■ **TASK DIRECTIONS**
Look through the data and write out every line with the word "Дичковская" in it.

·····

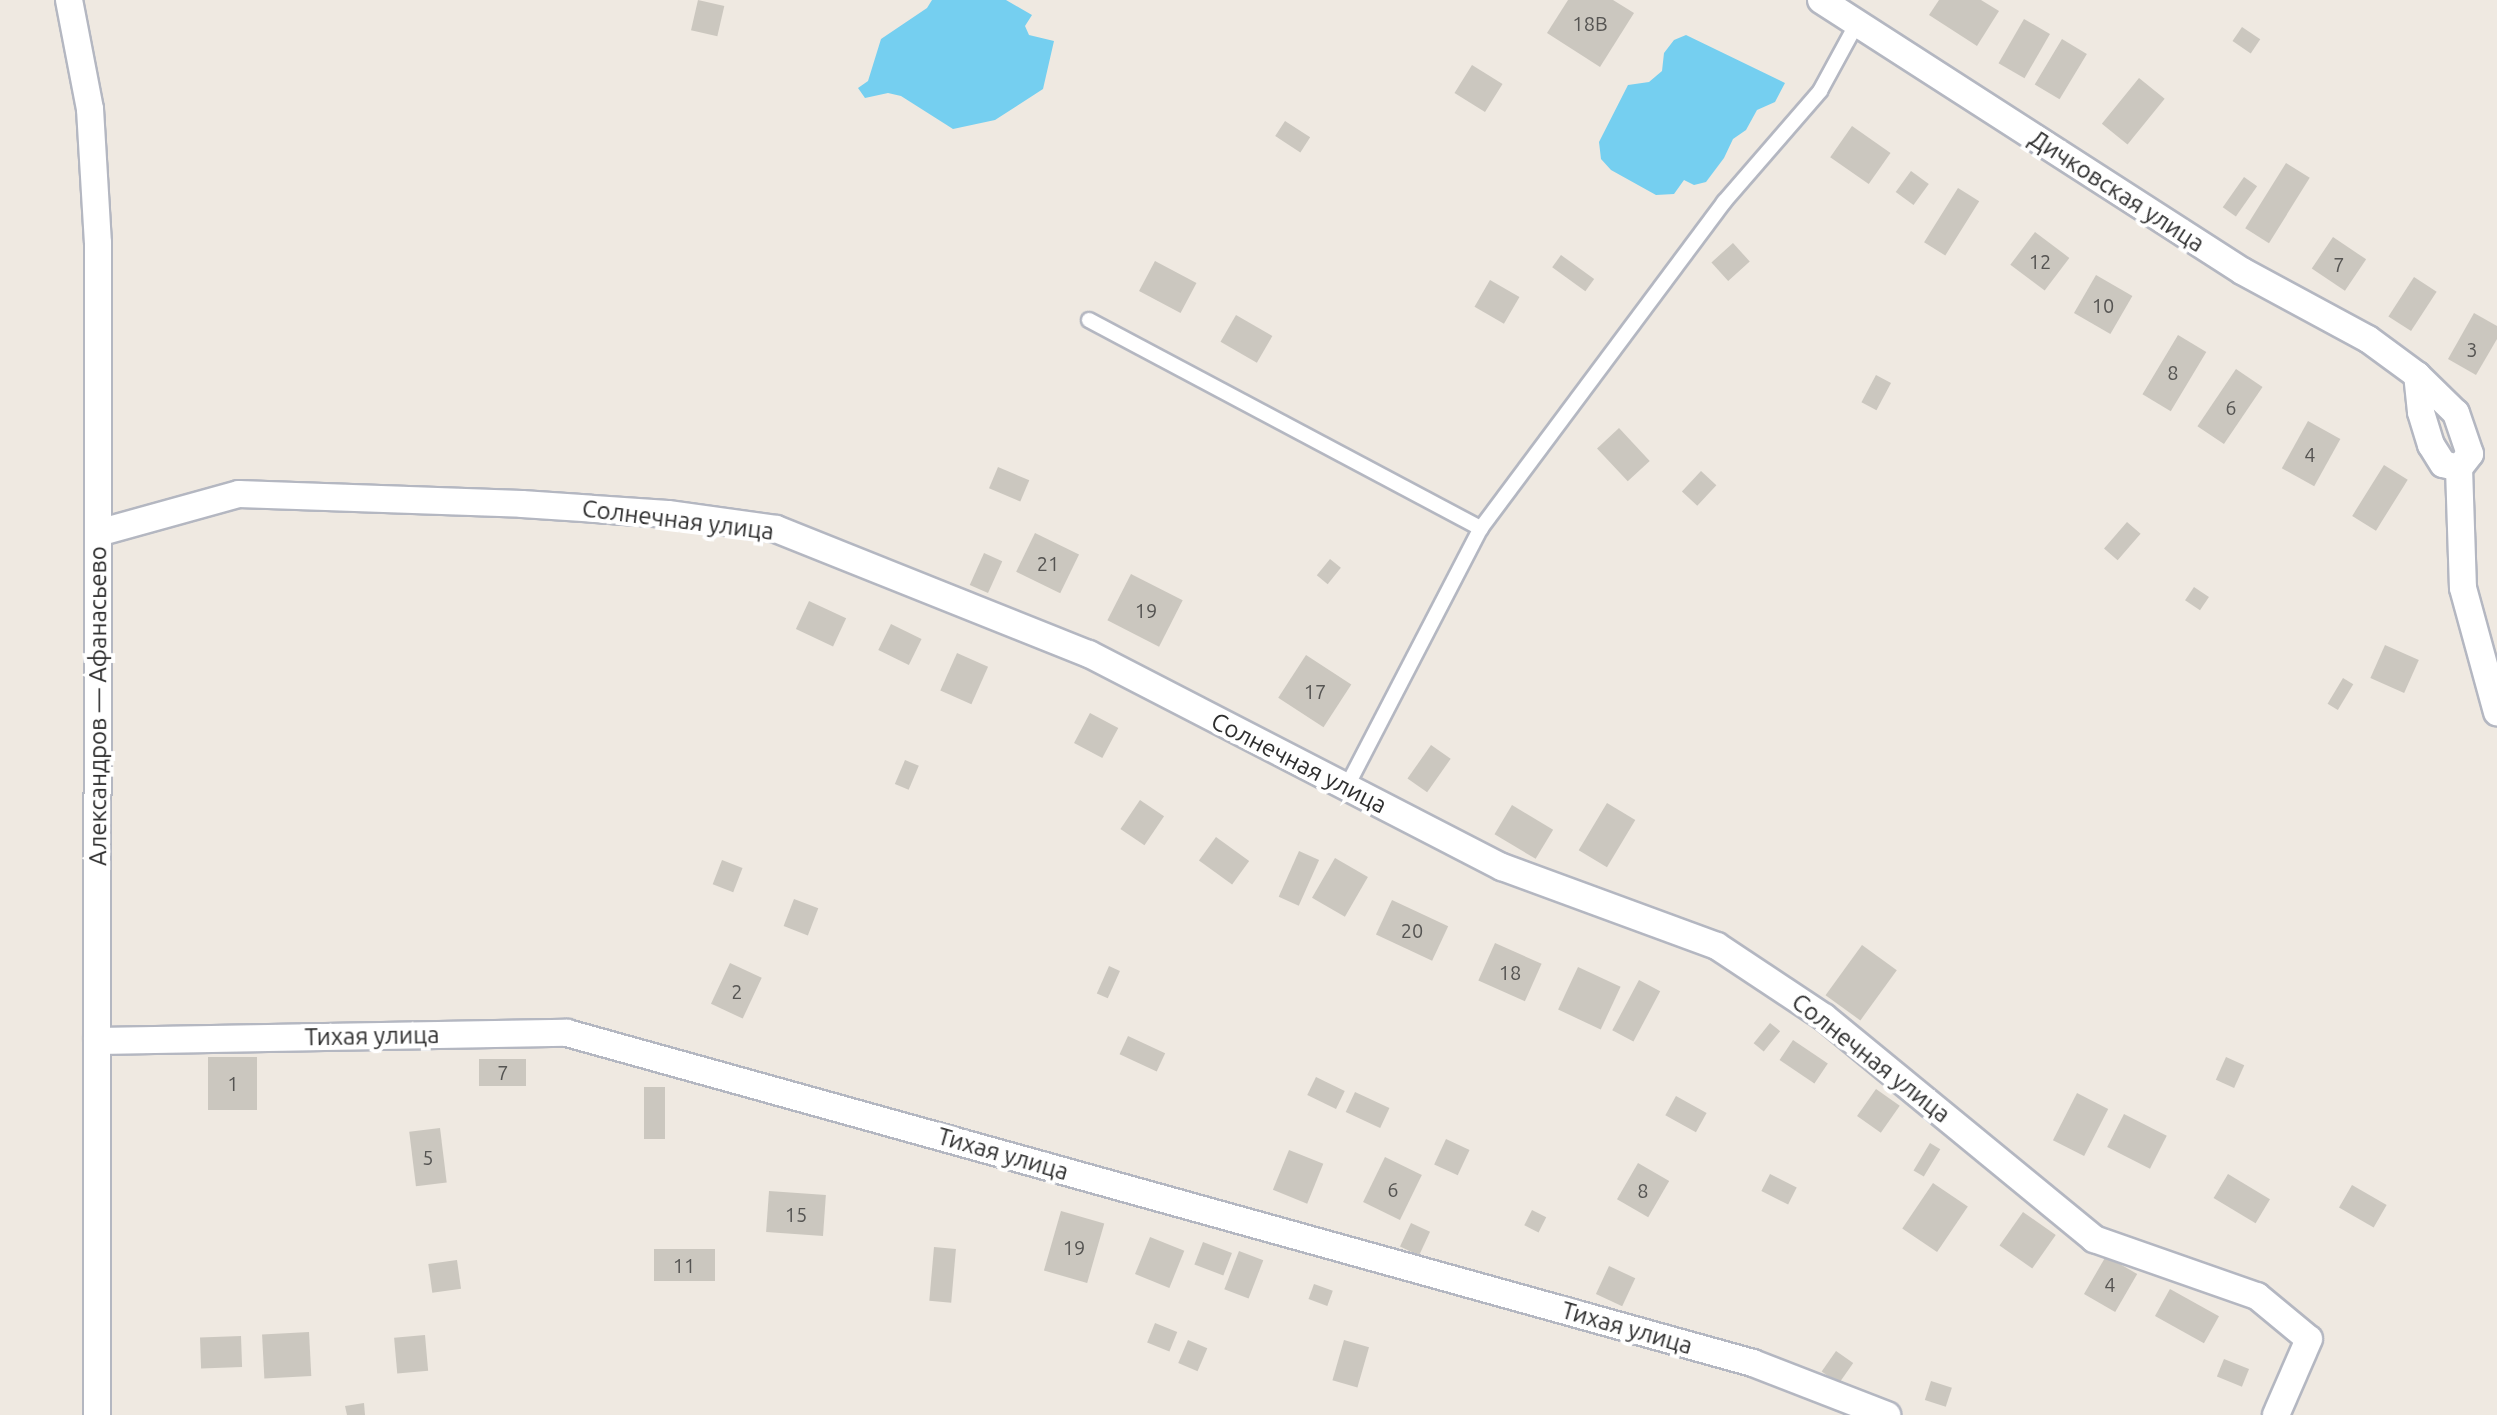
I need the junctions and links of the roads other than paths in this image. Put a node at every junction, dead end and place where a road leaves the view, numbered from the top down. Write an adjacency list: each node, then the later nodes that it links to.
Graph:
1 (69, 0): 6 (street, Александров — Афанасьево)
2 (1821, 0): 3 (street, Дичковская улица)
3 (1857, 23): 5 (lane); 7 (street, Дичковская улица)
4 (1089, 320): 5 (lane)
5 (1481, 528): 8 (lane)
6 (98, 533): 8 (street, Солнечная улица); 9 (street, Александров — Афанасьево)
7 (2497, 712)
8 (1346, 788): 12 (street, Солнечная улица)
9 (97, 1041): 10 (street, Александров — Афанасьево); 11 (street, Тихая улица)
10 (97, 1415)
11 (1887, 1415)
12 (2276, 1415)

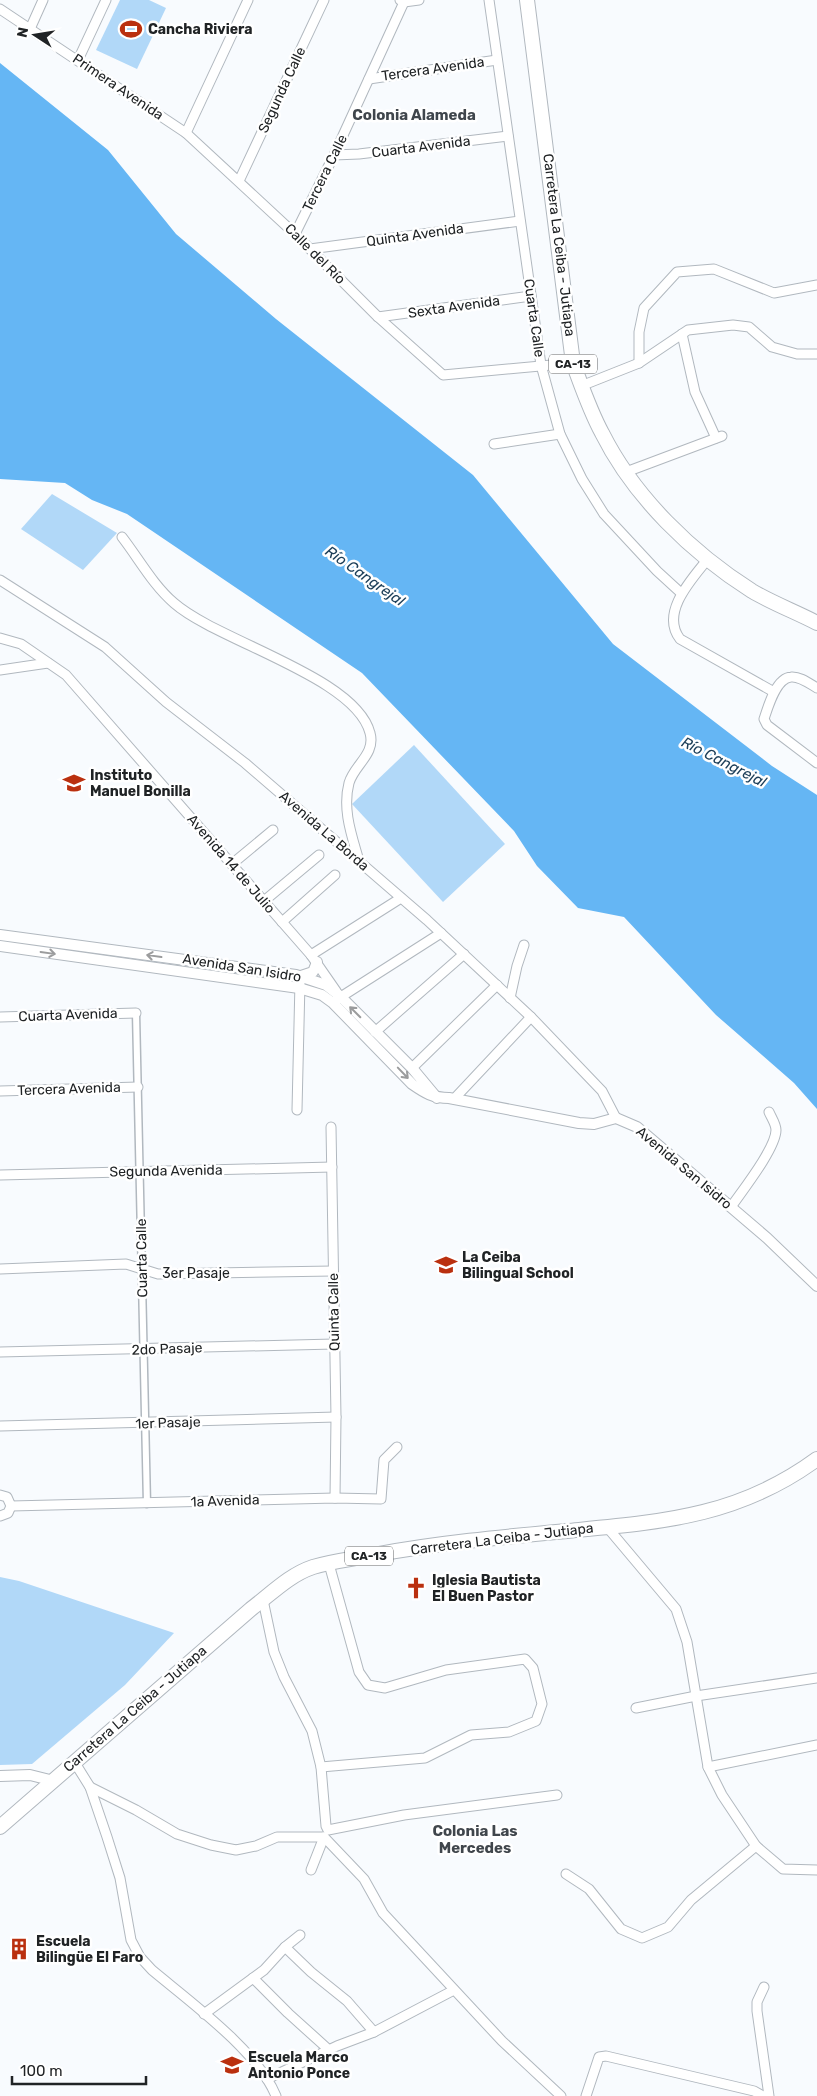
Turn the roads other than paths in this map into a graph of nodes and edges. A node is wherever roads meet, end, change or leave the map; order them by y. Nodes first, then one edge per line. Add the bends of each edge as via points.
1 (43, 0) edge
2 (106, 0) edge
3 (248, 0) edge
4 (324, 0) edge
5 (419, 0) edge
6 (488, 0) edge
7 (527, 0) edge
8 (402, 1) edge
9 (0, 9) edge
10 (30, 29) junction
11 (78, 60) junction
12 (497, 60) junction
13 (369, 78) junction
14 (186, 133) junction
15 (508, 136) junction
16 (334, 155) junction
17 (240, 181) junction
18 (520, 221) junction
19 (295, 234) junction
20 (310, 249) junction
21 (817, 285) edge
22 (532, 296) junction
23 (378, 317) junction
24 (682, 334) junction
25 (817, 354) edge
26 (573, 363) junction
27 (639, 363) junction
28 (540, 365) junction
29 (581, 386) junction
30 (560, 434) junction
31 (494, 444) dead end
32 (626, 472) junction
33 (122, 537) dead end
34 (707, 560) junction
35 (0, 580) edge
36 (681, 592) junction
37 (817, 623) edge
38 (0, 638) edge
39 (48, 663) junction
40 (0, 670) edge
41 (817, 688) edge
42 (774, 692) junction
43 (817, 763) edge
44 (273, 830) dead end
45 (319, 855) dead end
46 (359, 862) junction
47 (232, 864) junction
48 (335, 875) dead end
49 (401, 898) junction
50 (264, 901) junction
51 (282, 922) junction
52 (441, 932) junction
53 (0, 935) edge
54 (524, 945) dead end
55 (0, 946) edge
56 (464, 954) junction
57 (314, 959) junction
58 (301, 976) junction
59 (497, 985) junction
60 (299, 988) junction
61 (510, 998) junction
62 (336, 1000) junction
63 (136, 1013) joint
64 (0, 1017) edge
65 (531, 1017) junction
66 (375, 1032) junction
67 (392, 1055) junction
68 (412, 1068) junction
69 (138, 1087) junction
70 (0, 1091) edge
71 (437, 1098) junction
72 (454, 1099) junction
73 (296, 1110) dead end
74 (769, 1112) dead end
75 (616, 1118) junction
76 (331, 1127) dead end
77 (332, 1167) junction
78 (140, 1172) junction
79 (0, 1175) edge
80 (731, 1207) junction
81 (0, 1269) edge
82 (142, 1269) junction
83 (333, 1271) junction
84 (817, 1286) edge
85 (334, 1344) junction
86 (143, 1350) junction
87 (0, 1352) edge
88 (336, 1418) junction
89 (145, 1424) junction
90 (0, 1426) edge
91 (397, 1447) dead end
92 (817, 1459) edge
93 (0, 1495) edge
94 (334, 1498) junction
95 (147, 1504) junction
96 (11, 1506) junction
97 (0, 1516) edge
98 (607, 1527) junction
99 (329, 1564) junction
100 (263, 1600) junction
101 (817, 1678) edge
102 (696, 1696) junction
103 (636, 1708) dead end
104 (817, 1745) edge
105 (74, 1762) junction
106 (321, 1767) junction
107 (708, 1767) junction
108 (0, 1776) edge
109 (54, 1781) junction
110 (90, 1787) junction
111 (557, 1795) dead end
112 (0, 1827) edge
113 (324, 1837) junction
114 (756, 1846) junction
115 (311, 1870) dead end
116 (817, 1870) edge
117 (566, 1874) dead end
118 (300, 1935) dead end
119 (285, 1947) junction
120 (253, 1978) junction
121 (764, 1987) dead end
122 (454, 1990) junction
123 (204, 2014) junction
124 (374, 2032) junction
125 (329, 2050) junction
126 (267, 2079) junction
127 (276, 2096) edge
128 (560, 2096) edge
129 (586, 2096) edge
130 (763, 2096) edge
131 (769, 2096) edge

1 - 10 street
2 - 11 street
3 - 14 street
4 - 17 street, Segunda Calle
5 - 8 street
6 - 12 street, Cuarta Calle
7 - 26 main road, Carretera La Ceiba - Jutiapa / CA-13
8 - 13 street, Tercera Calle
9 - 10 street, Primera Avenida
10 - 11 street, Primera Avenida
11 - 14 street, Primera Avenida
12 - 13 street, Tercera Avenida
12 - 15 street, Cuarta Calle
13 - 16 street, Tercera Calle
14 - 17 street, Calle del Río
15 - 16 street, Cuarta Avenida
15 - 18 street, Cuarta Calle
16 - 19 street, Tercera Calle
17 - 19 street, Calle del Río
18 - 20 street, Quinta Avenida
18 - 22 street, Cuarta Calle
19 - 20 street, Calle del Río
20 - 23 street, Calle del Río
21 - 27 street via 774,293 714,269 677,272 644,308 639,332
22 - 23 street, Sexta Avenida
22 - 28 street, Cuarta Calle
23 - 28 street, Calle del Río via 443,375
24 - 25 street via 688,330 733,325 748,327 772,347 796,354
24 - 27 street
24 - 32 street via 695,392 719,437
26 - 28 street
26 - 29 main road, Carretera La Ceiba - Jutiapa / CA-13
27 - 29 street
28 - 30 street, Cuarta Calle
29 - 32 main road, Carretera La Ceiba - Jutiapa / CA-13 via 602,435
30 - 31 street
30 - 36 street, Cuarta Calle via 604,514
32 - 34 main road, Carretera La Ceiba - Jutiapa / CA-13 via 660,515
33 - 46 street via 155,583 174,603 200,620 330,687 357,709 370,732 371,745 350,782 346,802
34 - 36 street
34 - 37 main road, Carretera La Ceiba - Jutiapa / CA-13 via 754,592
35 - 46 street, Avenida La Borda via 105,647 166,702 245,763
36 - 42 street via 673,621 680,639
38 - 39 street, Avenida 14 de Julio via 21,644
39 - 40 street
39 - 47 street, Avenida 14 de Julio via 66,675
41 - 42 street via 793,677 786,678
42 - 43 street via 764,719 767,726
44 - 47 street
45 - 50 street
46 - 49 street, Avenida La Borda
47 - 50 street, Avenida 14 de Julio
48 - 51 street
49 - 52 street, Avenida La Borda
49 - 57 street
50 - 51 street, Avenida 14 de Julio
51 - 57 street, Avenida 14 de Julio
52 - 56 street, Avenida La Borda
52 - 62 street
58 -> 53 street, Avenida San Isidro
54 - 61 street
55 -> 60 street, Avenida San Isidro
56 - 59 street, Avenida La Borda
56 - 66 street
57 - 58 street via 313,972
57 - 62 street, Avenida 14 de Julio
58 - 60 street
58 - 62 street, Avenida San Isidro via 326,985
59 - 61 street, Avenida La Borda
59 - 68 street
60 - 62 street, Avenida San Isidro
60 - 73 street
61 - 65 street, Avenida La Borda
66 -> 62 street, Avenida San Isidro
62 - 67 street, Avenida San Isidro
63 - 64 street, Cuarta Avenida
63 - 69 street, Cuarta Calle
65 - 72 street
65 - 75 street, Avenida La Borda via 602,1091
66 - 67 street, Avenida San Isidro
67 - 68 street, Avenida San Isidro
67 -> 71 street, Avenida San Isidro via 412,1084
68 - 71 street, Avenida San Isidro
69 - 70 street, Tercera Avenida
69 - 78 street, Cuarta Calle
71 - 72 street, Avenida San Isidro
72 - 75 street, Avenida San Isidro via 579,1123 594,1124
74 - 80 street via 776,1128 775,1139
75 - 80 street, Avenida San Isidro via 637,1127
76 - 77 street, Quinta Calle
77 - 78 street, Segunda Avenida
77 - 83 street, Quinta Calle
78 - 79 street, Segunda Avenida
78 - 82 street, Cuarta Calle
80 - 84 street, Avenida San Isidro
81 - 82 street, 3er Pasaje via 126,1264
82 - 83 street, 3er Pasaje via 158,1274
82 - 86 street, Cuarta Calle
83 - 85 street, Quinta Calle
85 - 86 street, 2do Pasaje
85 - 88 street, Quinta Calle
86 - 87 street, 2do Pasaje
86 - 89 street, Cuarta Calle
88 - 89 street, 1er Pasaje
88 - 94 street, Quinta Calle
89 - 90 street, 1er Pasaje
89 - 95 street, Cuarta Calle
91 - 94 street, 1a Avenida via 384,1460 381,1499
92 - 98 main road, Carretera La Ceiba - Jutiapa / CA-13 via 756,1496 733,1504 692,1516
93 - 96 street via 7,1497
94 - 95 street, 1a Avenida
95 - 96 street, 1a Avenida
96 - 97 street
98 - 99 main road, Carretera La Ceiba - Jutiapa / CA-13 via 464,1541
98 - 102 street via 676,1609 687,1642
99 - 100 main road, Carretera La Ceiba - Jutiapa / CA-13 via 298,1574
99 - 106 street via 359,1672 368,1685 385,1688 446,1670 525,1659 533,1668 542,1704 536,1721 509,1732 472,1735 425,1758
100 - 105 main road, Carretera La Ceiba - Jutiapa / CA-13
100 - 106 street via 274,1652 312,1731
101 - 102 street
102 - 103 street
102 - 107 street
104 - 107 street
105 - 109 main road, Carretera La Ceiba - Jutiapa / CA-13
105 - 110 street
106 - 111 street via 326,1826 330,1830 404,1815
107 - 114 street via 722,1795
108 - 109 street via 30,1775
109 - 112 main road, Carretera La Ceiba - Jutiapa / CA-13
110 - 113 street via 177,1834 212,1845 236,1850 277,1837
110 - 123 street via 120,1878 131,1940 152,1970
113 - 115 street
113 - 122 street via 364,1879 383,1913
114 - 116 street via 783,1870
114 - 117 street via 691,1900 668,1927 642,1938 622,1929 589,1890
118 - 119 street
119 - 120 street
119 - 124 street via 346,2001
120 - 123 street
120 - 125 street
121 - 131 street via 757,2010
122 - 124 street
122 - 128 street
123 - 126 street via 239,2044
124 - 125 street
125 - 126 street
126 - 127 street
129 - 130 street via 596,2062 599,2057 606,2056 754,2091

·····

■ **ANSWER BELOW**
2 (1821, 0): 3 (street, Дичковская улица)
3 (1857, 23): 5 (lane); 7 (street, Дичковская улица)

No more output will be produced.